Ahmad Tohari Menghimbau Membaca Sejak Anak-anak
Ahmad Tohari Menghimbau Membaca Sejak Anak-anak.
Dunia Perpustakaan | Sastrawan dan budayawan Ahmad Tohari mengingatkan semestinya ada perpustakaan di dalam rumah meski sederhana, untuk menumbuhkan minat baca anak-anak sejak dini.
“Mulai dari keluarga. Hadirkan suasana membaca di rumah, bapak dan ibunya suka membaca. Anak-anaknya pasti suka membaca,” kata penulis novel “Ronggeng Dukuh Paruk” itu di Semarang, Dikutip dari hariansemarang.com [5/16].
Hal tersebut diungkapkannya usai pelantikan pengurus Himpunan Sarjana Kesusastraan Indonesia (Hiski) se-Jawa Tengah dan seminar bertema “Kemandirian Bangsa Melalui Sastra dan Budaya”. [05/16].

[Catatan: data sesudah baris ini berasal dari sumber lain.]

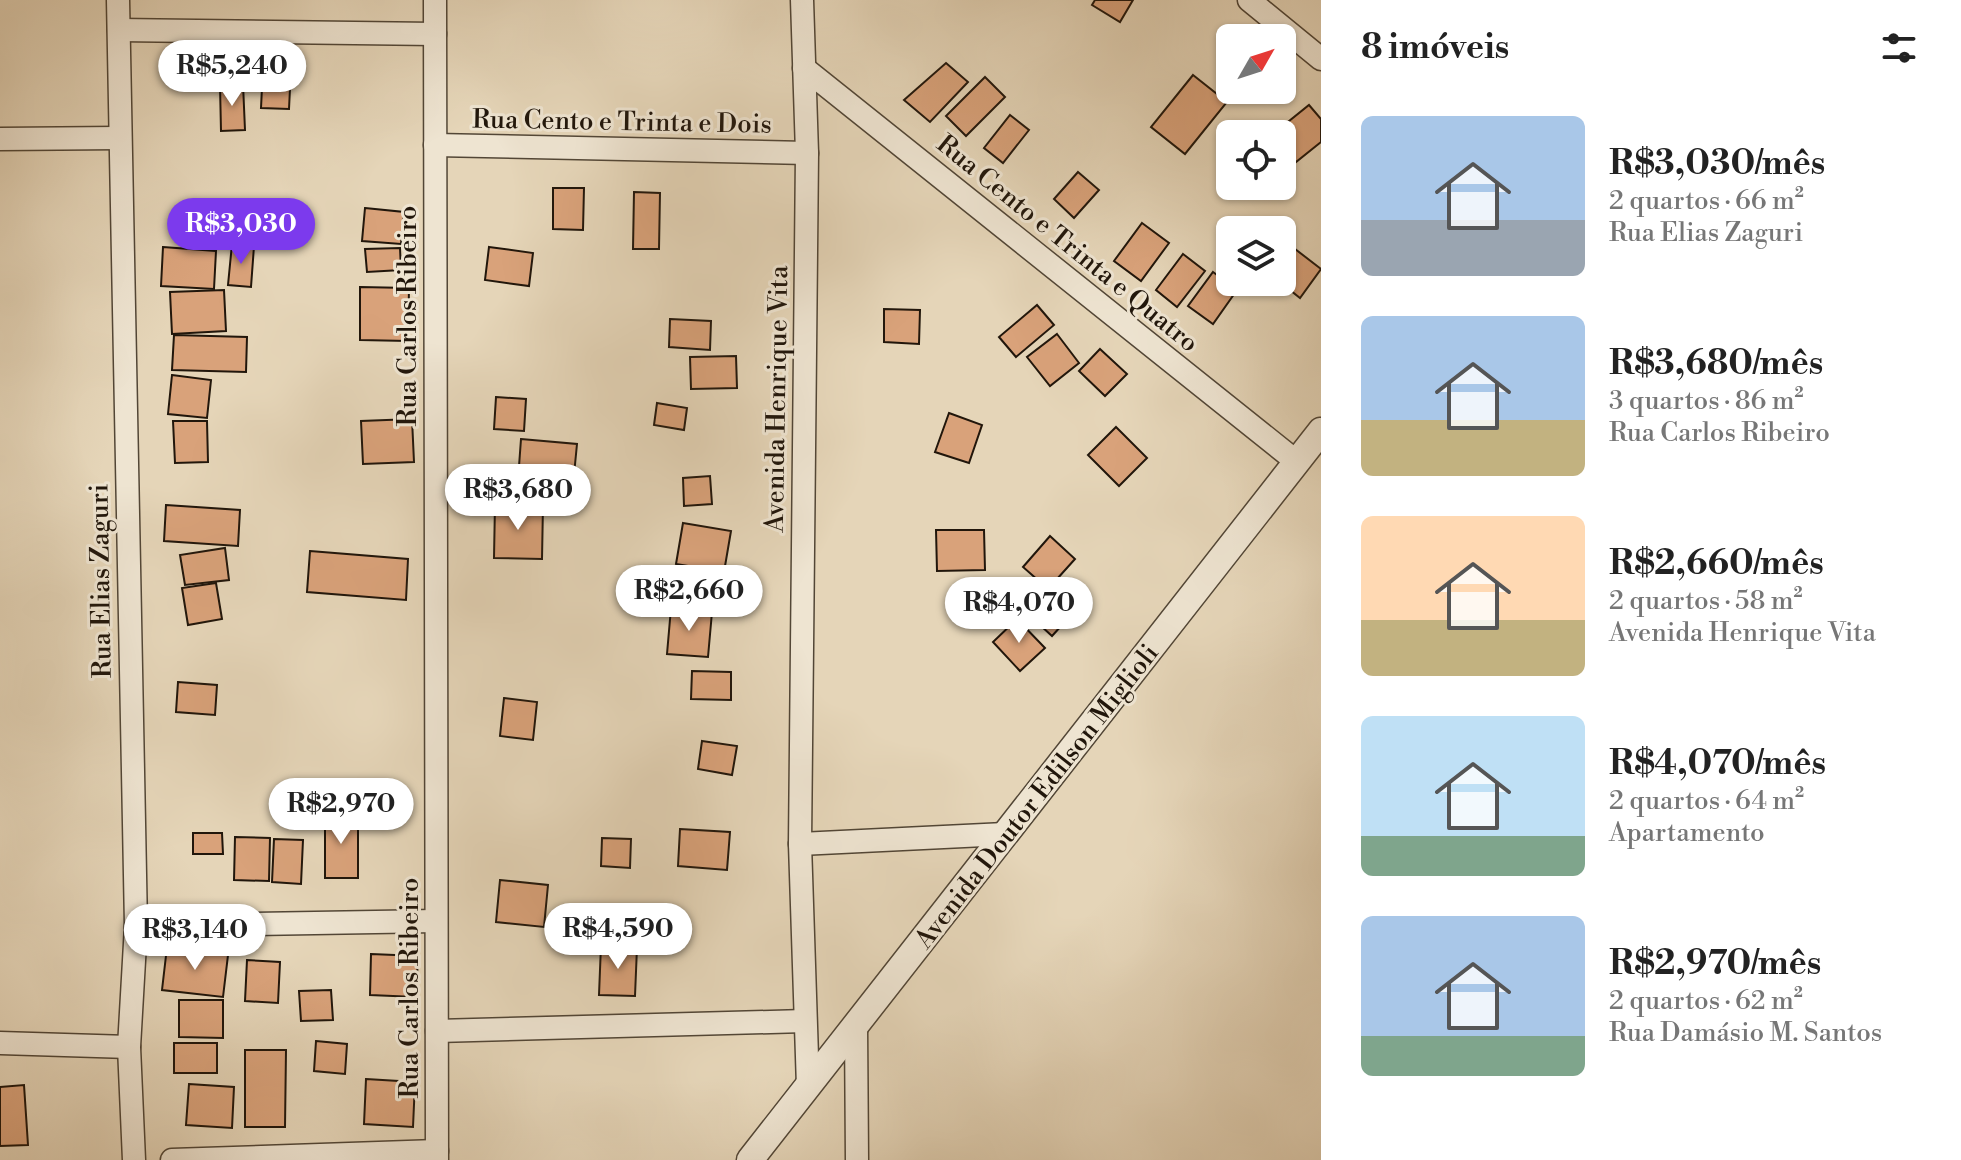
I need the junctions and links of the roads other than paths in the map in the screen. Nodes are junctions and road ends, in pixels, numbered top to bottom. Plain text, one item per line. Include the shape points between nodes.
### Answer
1 (118, 0) edge
2 (435, 0) edge
3 (802, 0) edge
4 (1249, 0) edge
5 (119, 30) junction
6 (435, 34) junction
7 (1321, 59) edge
8 (804, 68) junction
9 (119, 138) junction
10 (0, 139) edge
11 (435, 145) junction
12 (807, 153) junction
13 (1321, 431) edge
14 (1297, 462) junction
15 (1005, 834) junction
16 (800, 844) junction
17 (436, 921) junction
18 (136, 926) junction
19 (805, 1021) junction
20 (856, 1025) junction
21 (437, 1031) junction
22 (0, 1043) edge
23 (129, 1047) junction
24 (808, 1087) junction
25 (437, 1156) edge
26 (134, 1160) edge
27 (172, 1160) edge
28 (750, 1160) edge
29 (857, 1160) edge

1 - 5 street, Rua Elias Zaguri
2 - 6 street, Rua Carlos Ribeiro
3 - 8 street, Avenida Henrique Vita
4 - 7 street
5 - 6 street
5 - 9 street, Rua Elias Zaguri
6 - 11 street, Rua Carlos Ribeiro
8 - 12 street, Avenida Henrique Vita
8 - 14 street, Rua Cento e Trinta e Quatro
9 - 10 street
9 - 18 street, Rua Elias Zaguri
11 - 12 street, Rua Cento e Trinta e Dois
11 - 17 street, Rua Carlos Ribeiro
12 - 16 street, Avenida Henrique Vita
13 - 14 street, Avenida Doutor Edilson Miglioli
14 - 15 street, Avenida Doutor Edilson Miglioli
15 - 16 street
15 - 20 street, Avenida Doutor Edilson Miglioli
16 - 19 street, Avenida Henrique Vita
17 - 18 street
17 - 21 street, Rua Carlos Ribeiro
18 - 23 street, Rua Elias Zaguri
19 - 21 street
19 - 24 street, Avenida Henrique Vita
20 - 24 street, Avenida Doutor Edilson Miglioli
20 - 29 street
21 - 25 street, Rua Carlos Ribeiro
22 - 23 street
23 - 26 street, Rua Elias Zaguri
24 - 28 street, Avenida Doutor Edilson Miglioli
25 - 27 street

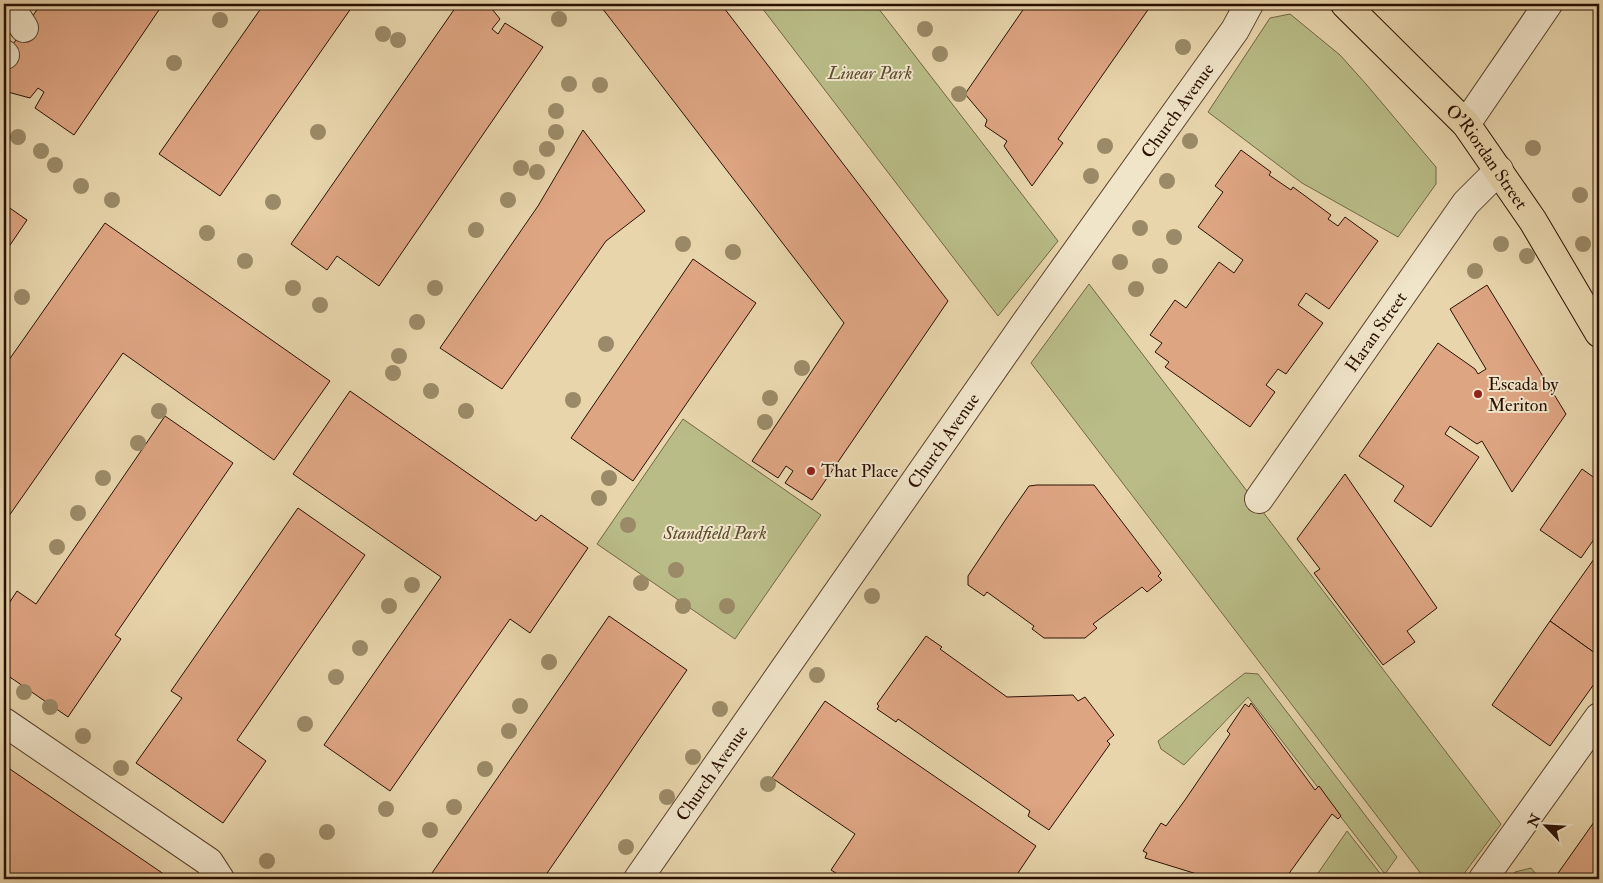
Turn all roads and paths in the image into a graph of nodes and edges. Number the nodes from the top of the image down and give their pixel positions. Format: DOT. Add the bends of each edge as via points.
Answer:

Tohari menjadi salah satu pembicara pada seminar nasional yang berlangsung di Wisma Perdamaian Semarang dan terselenggara atas kerja sama antara Balai Bahasa Jateng dan Hiski Jateng.
Ia mengingatkan minat baca masyarakat Indonesia masih sangat rendah, terutama anak-anak, sebab warisan budaya memang lebih mengenalkan budaya tutur atau bercerita ketimbang membaca.
“Ketertinggalan tingkat literasi masyarakat kita dengan bangsa-bangsa lain jauh. Itu baru minat baca secara keseluruhan, belum lagi khusus untuk karya sastra yang jauh lebih kecil,” katanya.
Setelah keluarga, lanjut dia, peran sekolah untuk menyediakan perpustakaan yang memadai, diiringi dengan pemberian keteladanan, seperti bapak dan ibu guru mencontohkan gemar membaca. “Sekolah kebanyakan tidak menyediakan perpustakaan yang memadai dan tidak ada keteladanan dari para guru. Kalau begini, dampaknya kecerdasan bangsa kita kalah dibandingkan bangsa lain,” katanya.
Pemerintah, kata Tohari, turut berperan meningkatkan minat baca masyarakat dengan menganggarkan dana yang pantas untuk pengadaan perpustakaan secara memadai, baik fasilitas dan koleksi bukunya.
Namun, diakuinya, banyak perpustakaan milik pemerintah yang kondisinya justru kurang diperhatikan dan membuktikan keputusan politik yang dibuat kurang melihat arti penting perpustakaan. “Pemerintah seharusnya menyediakan bacaan-bacaan yang dibiayai anggaran resmi. Negara-negara lain saja mau membayar penulis membuat buku untuk dibagikan secara gratis ke sekolah,” katanya.
Meski jumlah buku yang beredar sekarang ini jauh lebih banyak dibandingkan semasa Orde Baru, Tohari mengatakan kenyataannya tidak berbanding lurus dengan meningkatnya minat baca masyarakat.